The report focuses primarily on the experiences of 13-18 year olds, so it fits in well with our own secondary school-aged teenagers. The agency that conducted the study offers schools a commercial service to help identify children and young people who are struggling emotionally in those schools before these emotional difficulties can overwhelm the student.
This gave them a database of over 15,000 students to include in the study. They found that students in general are now 25 percent less able to self-regulate in school than they were before the pandemic. This means that students have more trouble adapting and adjusting their own emotional responses to social and emotional interactions with peers and teachers at school. The study found that self-regulation outside of school did not change.
A simple way to understand self-regulation is to think about your own responses to different stresses. When you get upset about something, what happens to you? Could you lose the plot and get very angry? Could you keep quiet and withdraw from the situation? We can think of it as the emotional equivalent of turning the dial up and expressing an emotion in an unfiltered way, or perhaps turning it down and not expressing an emotion, perhaps damming it up.
In most situations, it’s easier to tell if someone is having trouble self-regulating when their feelings are “externalized,” which often means we can see it in their behavior (like aggressive yelling). When the feeling is “internal” and not outwardly displayed, it can be harder to recognize that someone is struggling with their feelings.
The study found that girls in their sample have greater difficulty self-regulating than boys, and despite the decline in self-regulation, there is generally no change in the level of apparent disruptive behavior among students.
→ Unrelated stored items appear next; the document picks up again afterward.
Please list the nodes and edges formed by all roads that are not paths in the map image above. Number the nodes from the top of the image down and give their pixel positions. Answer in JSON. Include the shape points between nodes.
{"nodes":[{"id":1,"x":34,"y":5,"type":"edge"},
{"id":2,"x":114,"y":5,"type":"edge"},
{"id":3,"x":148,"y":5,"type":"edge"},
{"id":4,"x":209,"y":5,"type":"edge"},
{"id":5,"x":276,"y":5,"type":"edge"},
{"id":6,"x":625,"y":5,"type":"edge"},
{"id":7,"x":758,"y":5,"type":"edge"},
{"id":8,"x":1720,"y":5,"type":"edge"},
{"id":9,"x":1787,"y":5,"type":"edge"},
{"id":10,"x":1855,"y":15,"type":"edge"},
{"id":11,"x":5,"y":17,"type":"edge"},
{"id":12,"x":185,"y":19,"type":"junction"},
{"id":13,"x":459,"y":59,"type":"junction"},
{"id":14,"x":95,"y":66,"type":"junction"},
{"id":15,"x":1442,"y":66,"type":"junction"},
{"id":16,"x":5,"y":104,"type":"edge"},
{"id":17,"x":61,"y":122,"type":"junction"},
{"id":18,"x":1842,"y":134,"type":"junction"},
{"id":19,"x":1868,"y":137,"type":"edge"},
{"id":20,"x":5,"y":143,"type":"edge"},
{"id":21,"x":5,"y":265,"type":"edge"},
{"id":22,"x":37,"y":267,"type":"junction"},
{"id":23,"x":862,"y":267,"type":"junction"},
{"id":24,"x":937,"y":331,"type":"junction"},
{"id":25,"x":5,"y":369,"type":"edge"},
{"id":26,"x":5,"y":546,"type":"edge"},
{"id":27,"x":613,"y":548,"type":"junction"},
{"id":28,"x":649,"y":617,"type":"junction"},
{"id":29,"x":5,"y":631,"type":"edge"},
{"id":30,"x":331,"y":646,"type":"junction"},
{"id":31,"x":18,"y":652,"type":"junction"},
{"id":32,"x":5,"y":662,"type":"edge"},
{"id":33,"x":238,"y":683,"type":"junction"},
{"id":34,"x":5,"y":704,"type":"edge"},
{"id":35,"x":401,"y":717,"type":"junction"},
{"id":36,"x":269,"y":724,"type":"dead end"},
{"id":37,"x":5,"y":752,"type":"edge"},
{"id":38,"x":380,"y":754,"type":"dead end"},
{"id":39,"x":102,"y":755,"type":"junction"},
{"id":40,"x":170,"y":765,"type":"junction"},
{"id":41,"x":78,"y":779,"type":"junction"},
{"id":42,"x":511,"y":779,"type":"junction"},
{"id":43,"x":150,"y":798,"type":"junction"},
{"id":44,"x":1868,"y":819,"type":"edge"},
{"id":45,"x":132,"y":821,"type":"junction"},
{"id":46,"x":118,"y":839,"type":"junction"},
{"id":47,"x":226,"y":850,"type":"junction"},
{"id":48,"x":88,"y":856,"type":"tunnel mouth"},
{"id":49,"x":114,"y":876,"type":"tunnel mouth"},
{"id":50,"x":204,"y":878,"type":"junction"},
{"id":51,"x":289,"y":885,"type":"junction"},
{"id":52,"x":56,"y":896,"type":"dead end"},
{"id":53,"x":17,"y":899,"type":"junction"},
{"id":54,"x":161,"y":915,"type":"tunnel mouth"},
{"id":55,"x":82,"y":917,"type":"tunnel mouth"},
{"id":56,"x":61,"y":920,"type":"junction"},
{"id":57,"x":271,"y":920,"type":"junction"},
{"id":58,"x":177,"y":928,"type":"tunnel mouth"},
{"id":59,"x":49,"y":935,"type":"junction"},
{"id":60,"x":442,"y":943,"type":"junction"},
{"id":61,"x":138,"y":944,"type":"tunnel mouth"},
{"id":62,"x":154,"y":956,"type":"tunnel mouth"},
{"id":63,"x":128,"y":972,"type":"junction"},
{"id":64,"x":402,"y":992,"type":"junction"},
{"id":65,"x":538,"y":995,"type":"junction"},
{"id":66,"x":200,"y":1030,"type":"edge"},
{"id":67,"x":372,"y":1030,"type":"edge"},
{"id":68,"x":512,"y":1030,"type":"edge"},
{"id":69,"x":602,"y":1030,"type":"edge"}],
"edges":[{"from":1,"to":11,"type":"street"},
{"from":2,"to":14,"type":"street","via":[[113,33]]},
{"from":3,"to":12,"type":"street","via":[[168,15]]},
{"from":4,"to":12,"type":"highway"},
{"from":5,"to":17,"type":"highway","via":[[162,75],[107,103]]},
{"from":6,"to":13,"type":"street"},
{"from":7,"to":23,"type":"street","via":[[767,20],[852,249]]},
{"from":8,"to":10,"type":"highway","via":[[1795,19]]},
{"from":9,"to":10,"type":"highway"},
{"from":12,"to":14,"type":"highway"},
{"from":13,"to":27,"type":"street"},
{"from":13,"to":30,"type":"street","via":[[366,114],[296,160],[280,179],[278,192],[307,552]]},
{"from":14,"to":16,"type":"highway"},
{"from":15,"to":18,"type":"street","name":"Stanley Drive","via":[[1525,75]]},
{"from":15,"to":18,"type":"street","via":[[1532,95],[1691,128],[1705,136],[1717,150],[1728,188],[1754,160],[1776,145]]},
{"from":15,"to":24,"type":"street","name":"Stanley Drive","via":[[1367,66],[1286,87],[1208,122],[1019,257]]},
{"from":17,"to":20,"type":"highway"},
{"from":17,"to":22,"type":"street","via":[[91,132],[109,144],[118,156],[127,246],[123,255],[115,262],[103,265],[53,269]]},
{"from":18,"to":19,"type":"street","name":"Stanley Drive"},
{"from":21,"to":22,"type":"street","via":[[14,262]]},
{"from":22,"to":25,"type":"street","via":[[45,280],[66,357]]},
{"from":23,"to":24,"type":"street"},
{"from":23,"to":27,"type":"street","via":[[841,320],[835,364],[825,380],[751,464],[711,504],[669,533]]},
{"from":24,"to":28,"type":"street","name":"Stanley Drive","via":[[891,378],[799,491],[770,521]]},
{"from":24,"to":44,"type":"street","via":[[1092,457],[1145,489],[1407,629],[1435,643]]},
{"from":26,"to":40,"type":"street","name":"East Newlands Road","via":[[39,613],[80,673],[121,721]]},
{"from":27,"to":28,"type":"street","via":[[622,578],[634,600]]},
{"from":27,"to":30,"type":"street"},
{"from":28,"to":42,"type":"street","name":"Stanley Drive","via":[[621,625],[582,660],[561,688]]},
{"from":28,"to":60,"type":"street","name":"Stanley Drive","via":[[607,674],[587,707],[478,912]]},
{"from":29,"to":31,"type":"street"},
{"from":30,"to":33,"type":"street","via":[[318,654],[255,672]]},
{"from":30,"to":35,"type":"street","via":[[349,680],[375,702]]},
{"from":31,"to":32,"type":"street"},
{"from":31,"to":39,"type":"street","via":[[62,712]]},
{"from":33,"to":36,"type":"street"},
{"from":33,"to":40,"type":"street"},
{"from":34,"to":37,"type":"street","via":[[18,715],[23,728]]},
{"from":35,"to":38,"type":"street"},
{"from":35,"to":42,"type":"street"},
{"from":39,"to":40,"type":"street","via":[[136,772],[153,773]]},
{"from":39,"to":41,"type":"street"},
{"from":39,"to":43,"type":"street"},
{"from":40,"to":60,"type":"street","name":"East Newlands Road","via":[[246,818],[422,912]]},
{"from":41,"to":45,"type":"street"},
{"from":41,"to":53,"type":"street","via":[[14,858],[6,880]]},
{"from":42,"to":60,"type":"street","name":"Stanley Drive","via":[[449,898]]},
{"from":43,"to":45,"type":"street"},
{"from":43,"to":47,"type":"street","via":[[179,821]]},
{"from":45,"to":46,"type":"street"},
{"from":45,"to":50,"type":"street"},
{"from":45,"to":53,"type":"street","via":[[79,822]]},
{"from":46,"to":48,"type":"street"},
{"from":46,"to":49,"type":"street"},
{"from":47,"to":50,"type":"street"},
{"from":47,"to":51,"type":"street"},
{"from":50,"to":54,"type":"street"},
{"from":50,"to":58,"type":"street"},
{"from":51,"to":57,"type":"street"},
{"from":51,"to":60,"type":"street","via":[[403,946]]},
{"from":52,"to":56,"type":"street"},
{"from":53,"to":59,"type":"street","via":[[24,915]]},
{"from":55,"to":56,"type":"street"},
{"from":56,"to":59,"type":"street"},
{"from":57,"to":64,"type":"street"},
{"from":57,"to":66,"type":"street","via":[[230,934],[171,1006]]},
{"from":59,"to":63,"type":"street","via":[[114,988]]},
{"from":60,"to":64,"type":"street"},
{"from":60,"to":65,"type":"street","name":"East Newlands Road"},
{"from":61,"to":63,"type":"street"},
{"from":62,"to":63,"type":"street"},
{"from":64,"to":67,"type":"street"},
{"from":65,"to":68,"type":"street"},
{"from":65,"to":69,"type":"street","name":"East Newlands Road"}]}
While some see the lack of such “agout” behavior as an indicator that the pandemic has not really impacted children and young people at school, the report’s author concludes that it is more likely that the negative impact on the emotional Adolescent well-being is only hidden and internalized.
Not surprisingly, when teens try to internalize their feelings, it doesn’t mean the feelings are gone, it just means the feelings are floating around inside them and the teen needs to use more internal control to try to let them out to stop the feelings. Common methods they do include putting a brave face on things, projecting apparent coping while often being unwilling or unable to ask for help. Increased perfectionism and anxiety can also be a sign of internalized control efforts. Sometimes teenagers turn to internalized, controlled, self-soothing behaviors such as controlled eating, self-harm, or compulsive behaviors.
This report was evidence that supported many of my own anecdotal experiences with teenagers in my clinical practice. As the pandemic has receded and schools have become more like they used to be, there is an assumption, certainly among many parents, that students are willing and able to just go back to school the way they were. But I don’t think that’s the case. There are many students who have been “switched off” during lockdown and are really struggling to get “switched back on” socially, emotionally and academically.
When schools were reopening after one of the lockdowns, I can remember writing an article for that newspaper arguing that we may need to pay more attention to students’ emotional well-being than to scholastic losses, which they may have suffered because they did not go to school. This report suggests that this is still very much the case for students.
There is always a danger that we pathologize common human suffering and our emotional response to it. I’ve argued before that there might be a bias in diagnosing adolescents with “mental health problems,” almost as a way of over-dividing or catastrophizing ordinary human experiences.
But the pandemic was no ordinary human experience, and so we must remain vigilant about the myriad of complex ways in which teenagers will have attempted to cope with and respond to the changes inflicted on them. This is the only way we can ensure that we can support them effectively.